遞迴神經網路已被廣泛應用於語音辨識與聲紋辨識，且由於其數據結構具有時序性與化工廠製程數據非常相似，故本研究比較人工類神經網路、遞迴類神經網路與長短期記憶網路在化工製程故障診斷上的差異。
本研究以田納西伊士曼製程作為研究個案，並使用不同層數與不同神經元個數的人工類神經網路、遞迴類神經網路與長短期記憶網路進行故障診斷，並接著分析三種類神經網路之間的差異。

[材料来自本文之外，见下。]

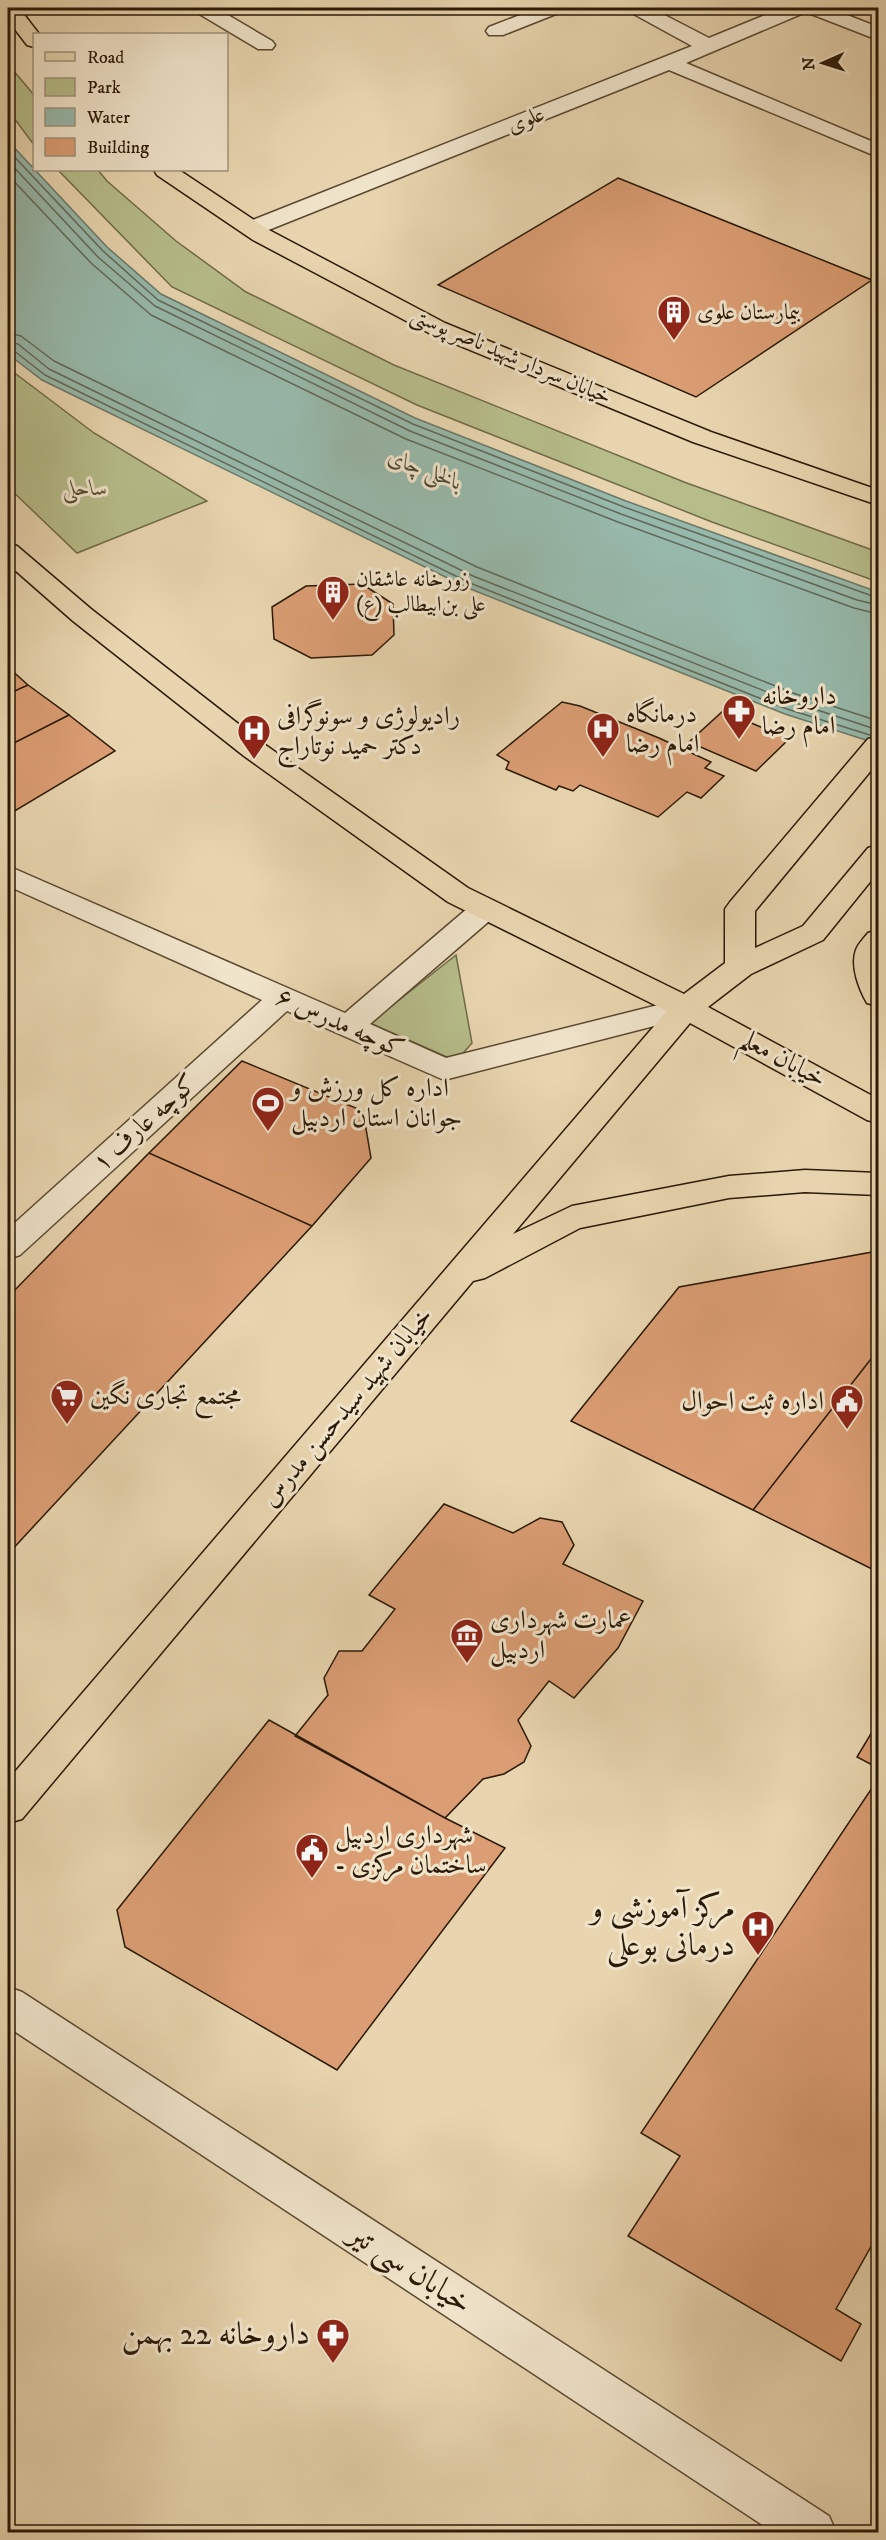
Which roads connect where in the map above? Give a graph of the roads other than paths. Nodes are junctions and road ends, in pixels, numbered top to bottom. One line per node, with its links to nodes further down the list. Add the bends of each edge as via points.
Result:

結果顯示長短期記憶遞迴神經網路擁有最優異的故障分類準確率。基本人工類神經網路與傳統機器學習的動態主成分分析法一樣都是利用故障特徵平均來進行分類，使其無法將相似的故障區分出來，而遞迴類神經網路則是使用初始隱藏狀態的更新來克服這個問題。至於長短期記憶網路則是因為擁有兩個關鍵的邏輯閘，以利於模型過濾掉不重要的資訊進而提升故障分類準確率。
此外我們發現長短期記憶模型中的遺忘閘的做動範圍非常小，故我們使用另一種遞迴類神經網路的變形—閘控型遞迴單元，並進行故障分類。結果顯示閘控型遞迴單元可以使用更少的訓練參數量與訓練時間就達到95.9%的故障分類準確率。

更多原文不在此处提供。